This morning as I woke up I read the Wall Street Journal article “U.S. Stocks Close at Records” and was disappointed by the content of the piece. Before we get into the content, let me state that I do love the WSJ which along with the Financial Times are the most important publications for investors. But there are 2-3 facts you need to be aware of: 1) A lot of the time the journalists have no clue why something happened (and I’ll show an example further in this piece) and thus look for almost any reason to use in the article and get the job done, 2) Usually there is a quote from a “specialist” who usually is just ‘selling his own book’ and can’t be trusted, 3) News outlets (not the WSJ or FT) structure titles to be clickbait (Bloomberg.com is notorious for this).
The article attributes the rally to economic strength, however, existing home sales fell for the sixth month in a row! Single-family home starts remain below the historical average of 1.1 million homes.
In all fairness, GDP growth has been stronger than expected with the tax cuts pushing the market higher. But is that enough to justify the outperformance of the U.S. versus the rest of the world? While the S&P is up 8%, the DAX is down -8%, the FTSE 100 is down over -7%, the Hang Seng is down -8%, and basically, everyone outside of America is doing poorly.
And while tax cuts have helped profits, the top line (aka sales) has not been rising fast enough to compensate. Below is a chart of the S&P 500, along with Price to Sales. As you see it is near a historical high.
(Source: Bloomberg)
I’m not advocating you should try and time the market or sell all your equities because of the high valuations. I’m simply saying don’t get over excited by cheerleader type articles.
What bugged me about the article, was that it quoted a market ‘expert’ who said that because interest rates were moving higher, people are taking on more risk and thus buying equities. Say what? Really? That’s wrong. Firstly, when interest rates rise, the discount factor used to value equities rises and thus their intrinsic value declines. In other words, they are worth less. Secondly, with the risk-free asset rising, investors may choose cash instead. Fixed income becomes a competing product with less risk than equities. And not only with treasuries, but with any bond. So with a higher yield, an investor may prefer a bond rather than a stock with a volatile return.

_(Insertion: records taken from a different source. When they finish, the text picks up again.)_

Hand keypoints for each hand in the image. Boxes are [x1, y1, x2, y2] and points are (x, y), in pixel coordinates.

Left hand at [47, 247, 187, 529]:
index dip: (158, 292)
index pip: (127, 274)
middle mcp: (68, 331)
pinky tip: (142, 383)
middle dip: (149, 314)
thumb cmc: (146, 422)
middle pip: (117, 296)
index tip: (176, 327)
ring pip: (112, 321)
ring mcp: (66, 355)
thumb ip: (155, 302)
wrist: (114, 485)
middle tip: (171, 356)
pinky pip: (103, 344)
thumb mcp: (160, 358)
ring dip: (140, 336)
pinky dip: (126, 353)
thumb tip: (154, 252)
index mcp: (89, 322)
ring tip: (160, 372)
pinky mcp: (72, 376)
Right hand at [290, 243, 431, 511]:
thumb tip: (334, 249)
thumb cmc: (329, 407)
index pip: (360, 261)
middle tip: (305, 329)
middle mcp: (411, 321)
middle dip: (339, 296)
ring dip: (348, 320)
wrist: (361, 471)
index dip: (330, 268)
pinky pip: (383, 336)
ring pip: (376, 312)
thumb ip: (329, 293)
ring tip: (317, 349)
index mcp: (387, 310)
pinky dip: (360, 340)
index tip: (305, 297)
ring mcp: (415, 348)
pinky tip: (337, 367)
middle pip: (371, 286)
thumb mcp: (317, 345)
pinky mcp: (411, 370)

Onto the example I promised. I’ll be using Abercrombie & Fitch (ANF) which had results on June 1st. The stock had dropped despite decent numbers. I was long the stock at the time. But the stock dropped so the media had to find a reason. Unfortunately, none of the journalists agreed! Depending on where you read your news you got a different reason. According to CNBC, the stock dropped because “visits to it international flagship A&F stores were still not up to the mark”. According to the Motley Fool, it was because the company said that operating costs would rise 2%. According to the Investors Business Daily, it was trade tensions that would raise the prices for imported clothing and according to Bloomberg is was traffic (note that same store sales were up). So if someone was scared off by all of these excuses what would happen? Well they would have got out at the worst time. As you see in the chart below the stock rallied up to $29. Personally, I held on a sold my position on the move back up.
So basically, the lesson is to take everything with a grain of salt. Both on the negative news and the positive!